En la lectura de Hechos, San Lucas
nos sitúa en Jerusalén, precisamente en la fiesta judía de Pentecostés, 50 días
después de la Pascua cuando multitud de israelitas y extranjeros “venidos de todas partes del mundo”,
acudía al Templo. El relato, fuertemente simbólico, realza el Don del Espíritu
Santo: evoca el “Viento de la creación” y el “Hálito” que insufló Dios a los
primeros hombres, Vida divina. El fuego, como presencia de Dios a través de la
historia de Israel, y que ahora realza el deseo de Cristo: “Fuego he venido a traer a la tierra y qué quiero sino que arda”.
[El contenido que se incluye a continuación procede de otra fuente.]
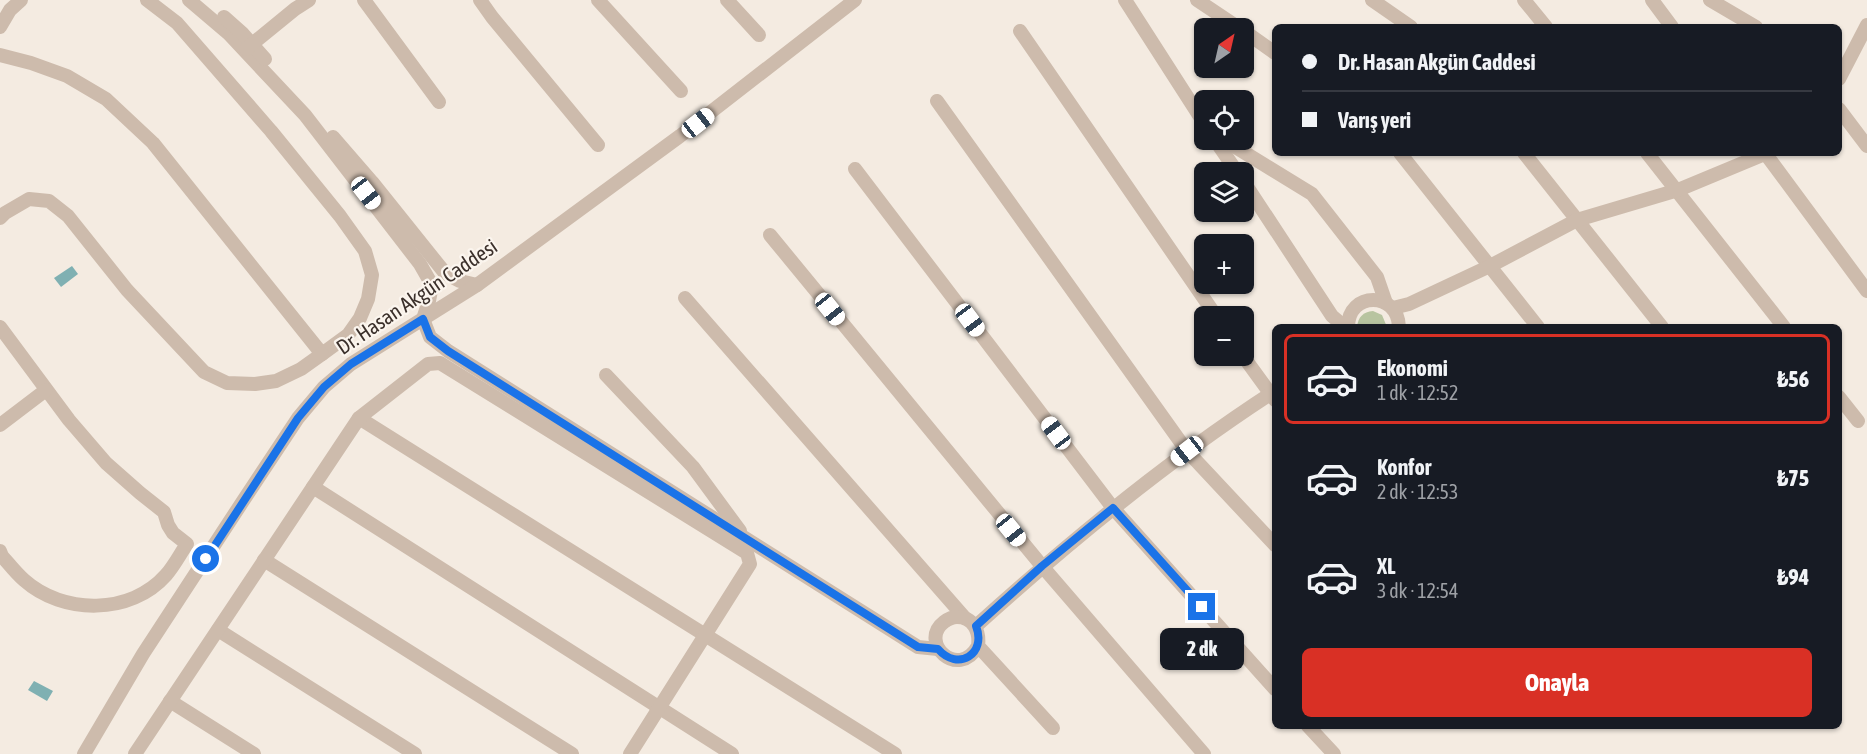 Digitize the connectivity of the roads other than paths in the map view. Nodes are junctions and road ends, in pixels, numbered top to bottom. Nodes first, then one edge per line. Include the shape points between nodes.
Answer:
1 (21, 0) edge
2 (147, 0) edge
3 (189, 0) edge
4 (204, 0) edge
5 (309, 0) edge
6 (364, 0) edge
7 (480, 0) edge
8 (598, 0) edge
9 (727, 0) edge
10 (855, 0) edge
11 (1125, 0) edge
12 (1197, 0) edge
13 (1372, 0) edge
14 (1524, 0) edge
15 (1652, 0) edge
16 (1710, 0) edge
17 (1224, 18) edge
18 (1408, 24) edge
19 (1544, 24) edge
20 (1670, 24) edge
21 (1750, 24) edge
22 (1867, 25) edge
23 (0, 27) edge
24 (1020, 31) dead end
25 (759, 35) dead end
26 (1254, 39) edge
27 (248, 47) junction
28 (1272, 51) edge
29 (0, 55) edge
30 (1842, 71) edge
31 (681, 91) dead end
32 (937, 101) dead end
33 (440, 102) dead end
34 (1194, 107) edge
35 (1842, 113) edge
36 (598, 145) dead end
37 (1867, 146) edge
38 (1240, 150) edge
39 (1402, 156) edge
40 (1526, 156) edge
41 (1650, 156) edge
42 (1759, 156) edge
43 (1768, 156) edge
44 (855, 169) dead end
45 (1678, 190) junction
46 (1254, 197) edge
47 (0, 218) edge
48 (1577, 220) junction
49 (770, 235) dead end
50 (1490, 266) junction
51 (477, 285) junction
52 (1867, 291) edge
53 (685, 298) dead end
54 (1209, 306) edge
55 (1394, 314) edge
56 (423, 319) junction
57 (1342, 324) edge
58 (1347, 324) edge
59 (1536, 324) edge
60 (1660, 324) edge
61 (1782, 324) edge
62 (0, 327) edge
63 (322, 354) junction
64 (1251, 366) edge
65 (606, 375) dead end
66 (46, 390) junction
67 (1272, 394) edge
68 (1272, 396) edge
69 (1842, 401) edge
70 (359, 418) junction
71 (1858, 422) dead end
72 (0, 425) edge
73 (1187, 451) junction
74 (313, 487) junction
75 (1113, 508) junction
76 (745, 537) junction
77 (1272, 542) edge
78 (0, 550) edge
79 (264, 560) junction
80 (1042, 566) junction
81 (970, 622) junction
82 (218, 630) junction
83 (705, 635) junction
84 (978, 646) junction
85 (938, 649) junction
86 (1272, 686) edge
87 (170, 701) junction
88 (659, 708) junction
89 (1053, 728) dead end
90 (1311, 729) edge
91 (84, 754) edge
92 (135, 754) edge
93 (254, 754) edge
94 (415, 754) edge
95 (572, 754) edge
96 (630, 754) edge
97 (732, 754) edge
98 (895, 754) edge
99 (1204, 754) edge
100 (1334, 754) edge

1 - 23 street
2 - 63 street via 177,23 263,122 365,251 372,275 368,299 348,335
3 - 27 street
4 - 27 street via 242,33
5 - 27 street
6 - 33 street
7 - 36 street
8 - 31 street
9 - 25 street
10 - 51 street, Dr. Hasan Akgün Caddesi via 680,136
11 - 34 street
12 - 17 street
13 - 18 street
14 - 19 street
15 - 20 street
16 - 21 street
22 - 30 street
24 - 54 street
26 - 28 street
27 - 51 street via 372,182 445,273
27 - 56 street via 420,264 432,285
29 - 63 street via 67,76 106,99 153,143
32 - 73 street
35 - 37 street
38 - 55 street via 1312,194 1377,277
39 - 50 street
40 - 48 street
41 - 45 street
42 - 45 street
43 - 52 street
44 - 75 street
45 - 48 street
45 - 61 street
46 - 57 street via 1332,316
47 - 63 street via 29,200 49,201 68,216 127,290 204,372 227,383 276,381
48 - 50 street
48 - 60 street
49 - 80 street
50 - 55 street
50 - 59 street
51 - 56 street, Dr. Hasan Akgün Caddesi
53 - 81 street
55 - 58 street via 1378,300 1362,302
56 - 76 street via 430,337 448,351
56 - 91 street, Dr. Hasan Akgün Caddesi via 351,364 324,387 298,418 143,654
62 - 66 street
64 - 67 street
65 - 76 street via 693,467
66 - 72 street
66 - 78 street via 106,462 164,512 173,533 187,544 165,576 138,597 102,607 54,598 25,581
68 - 73 street
69 - 71 street
70 - 74 street
70 - 83 street
70 - 83 street via 428,364 440,363 747,553 750,564
73 - 75 street
73 - 77 street
74 - 79 street
74 - 88 street
75 - 80 street
75 - 86 street
76 - 85 street via 918,647
79 - 82 street
79 - 95 street
80 - 81 street
80 - 99 street
81 - 84 street via 979,639
81 - 85 street via 952,617 941,624 936,636
82 - 87 street
82 - 94 street
83 - 88 street
83 - 98 street
84 - 85 street via 969,657 956,660
84 - 89 street
87 - 92 street
87 - 93 street
88 - 96 street
88 - 97 street
90 - 100 street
La maravilla de la comprensión entre los hombres: diferentes sonidos, pero una
misma intelección “de las maravillas de
Dios”.
¡Qué lejos estamos de esa unidad!,
pidamos con el mayor ardor, con fe viva, con esperanza cierta, lo que Jesús
prometió y cumplió y necesitamos que realice de nuevo desde y con el Padre: “Envía, Señor, tu Espíritu a renovar la
tierra”. En el mismo salmo sentimos la presencia de Dios en sus creaturas,
en cada uno de nosotros; creados para ser “gozo
de Dios”.
Si el Espíritu encuentra sitio en
nuestro interior, ya estará sembrada la semilla de resurrección a la Vida Nueva
de la que participaremos tal como somos: alma y cuerpo, libres ya de la
esclavitud, transformados por la luz para ser verdaderos hijos de Dios,
coherederos con Cristo.
Nos sabemos, a ratos, más
obscuridad que luz, pero la promesa de Cristo, de alguna manera condicionada a
nuestra respuesta activa, “obras son amores que no buenas razones”, se hará
presente: Él en comunión con el Padre nos enviará al Espíritu de verdad. Ya lo
recibimos, gratuitamente en el Bautismo y en la Confirmación, preguntémonos qué
tanto escuchamos sus enseñanzas y fijamos en la mente y en el corazón todo lo
que nos recuerda.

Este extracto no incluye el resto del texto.